Cuando llegan a la tumba de la pobre Vetsera, muertos de miedo (“cagados en los pantalones”, señalará más tarde Herr Flatzensteiner al rotativo vienés Standard) mueven la lápida y se largan con el ataud de zinc el cual transportan en una camioneta hasta Linz. En el sótano del local de Flatzensteiner, abren el sarcófago con una radial y no salen de su sorpresa al encontrar en él todo lo que queda de Mary Vetsera. Vestido, huesos, pelo, zapatos, pero todo revuelto.

-Y aquello apestaba como el diablo –señala Flatzensteiner con su gracejo habitual.

El linzeño manda los restos a que los estudie un forense diciendo que son los de una bisabuela suya, checa. Dado el estado de los huesos, el galeno sólo puede certificar que la finada falleció hace unos ciento quince años y poco más. Flatzensteiner se encuentra entonces, lo que son las cosas, con un esqueleto del siglo XIX en el sótano y decide devolverselo a sus propietarios en 1992. Sin embargo, algo le detiene.

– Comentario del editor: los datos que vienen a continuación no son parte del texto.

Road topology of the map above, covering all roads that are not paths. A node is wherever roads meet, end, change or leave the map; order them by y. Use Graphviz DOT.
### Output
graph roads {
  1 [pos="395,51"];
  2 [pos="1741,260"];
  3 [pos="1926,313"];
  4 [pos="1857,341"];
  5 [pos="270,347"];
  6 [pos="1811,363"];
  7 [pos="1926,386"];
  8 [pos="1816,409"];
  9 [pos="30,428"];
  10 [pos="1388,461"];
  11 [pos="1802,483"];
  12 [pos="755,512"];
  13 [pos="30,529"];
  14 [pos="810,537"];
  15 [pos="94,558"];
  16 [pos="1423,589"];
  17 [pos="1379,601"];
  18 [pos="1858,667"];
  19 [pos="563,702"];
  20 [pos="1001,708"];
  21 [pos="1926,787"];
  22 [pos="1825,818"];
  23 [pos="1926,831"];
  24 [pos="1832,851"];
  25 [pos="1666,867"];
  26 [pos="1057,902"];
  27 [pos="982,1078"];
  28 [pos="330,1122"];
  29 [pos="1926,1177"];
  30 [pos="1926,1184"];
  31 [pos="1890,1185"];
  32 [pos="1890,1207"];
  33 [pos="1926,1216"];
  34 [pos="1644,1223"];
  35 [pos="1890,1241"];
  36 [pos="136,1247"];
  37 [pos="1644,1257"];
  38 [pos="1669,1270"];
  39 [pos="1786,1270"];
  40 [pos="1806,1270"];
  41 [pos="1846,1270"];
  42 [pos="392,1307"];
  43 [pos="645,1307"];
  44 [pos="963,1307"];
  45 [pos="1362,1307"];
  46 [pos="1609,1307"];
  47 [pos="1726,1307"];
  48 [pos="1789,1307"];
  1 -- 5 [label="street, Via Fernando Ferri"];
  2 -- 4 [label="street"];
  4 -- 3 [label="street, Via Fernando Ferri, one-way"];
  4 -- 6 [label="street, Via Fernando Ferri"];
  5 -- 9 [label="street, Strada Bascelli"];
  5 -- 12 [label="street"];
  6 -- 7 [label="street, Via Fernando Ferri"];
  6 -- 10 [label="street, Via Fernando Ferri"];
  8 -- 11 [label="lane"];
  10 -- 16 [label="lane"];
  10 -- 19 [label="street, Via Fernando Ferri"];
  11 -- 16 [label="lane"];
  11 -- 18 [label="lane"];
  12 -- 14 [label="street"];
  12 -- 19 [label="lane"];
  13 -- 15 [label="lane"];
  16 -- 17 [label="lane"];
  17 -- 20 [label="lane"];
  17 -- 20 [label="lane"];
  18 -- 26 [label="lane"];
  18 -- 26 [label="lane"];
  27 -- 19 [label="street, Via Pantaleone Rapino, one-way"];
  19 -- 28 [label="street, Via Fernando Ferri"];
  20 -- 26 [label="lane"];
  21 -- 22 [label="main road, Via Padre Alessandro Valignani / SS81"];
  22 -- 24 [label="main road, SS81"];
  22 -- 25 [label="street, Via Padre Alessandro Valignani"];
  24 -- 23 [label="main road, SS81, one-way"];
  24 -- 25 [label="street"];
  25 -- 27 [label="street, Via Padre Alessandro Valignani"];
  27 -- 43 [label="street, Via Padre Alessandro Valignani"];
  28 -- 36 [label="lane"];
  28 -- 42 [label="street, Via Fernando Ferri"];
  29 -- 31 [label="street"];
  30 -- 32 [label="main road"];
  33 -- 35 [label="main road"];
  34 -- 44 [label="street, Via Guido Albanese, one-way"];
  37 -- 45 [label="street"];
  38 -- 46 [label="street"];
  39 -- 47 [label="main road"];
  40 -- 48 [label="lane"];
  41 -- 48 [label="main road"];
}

Flatzensteiner, como todos los historiadores aficionados es adicto a las cámaras y a los micrófonos y, justo en el momento en que está dispuesto a llamar a la prensa para decir que él tiene en su casa los restos más buscados de Austria, una alpinista italiana le chafa el titular: se encuentran entre los hielos perpétuos los restos de Ötzi, el hombre de la edad de piedra.

Flatzensteiner entrega todo lo que queda de Mary Vetsera en 1993 y es condenado por profanación a una multa que no llega a los dosmil euros.

Eso sí: para que la historia no se vuelva a repetir, los responsables del cementerio de la Santa Cruz rellenan esta vez la tumba con tierra, bien apisonadica, para dificultar nuevos intentos.

De la nueva autopsia a Mary Vetsera no se puede deducir la causa de la muerte. El misterio de la Tragedia de Mayerling queda sin resolver. Y es dudoso que llegue a resolverse nunca.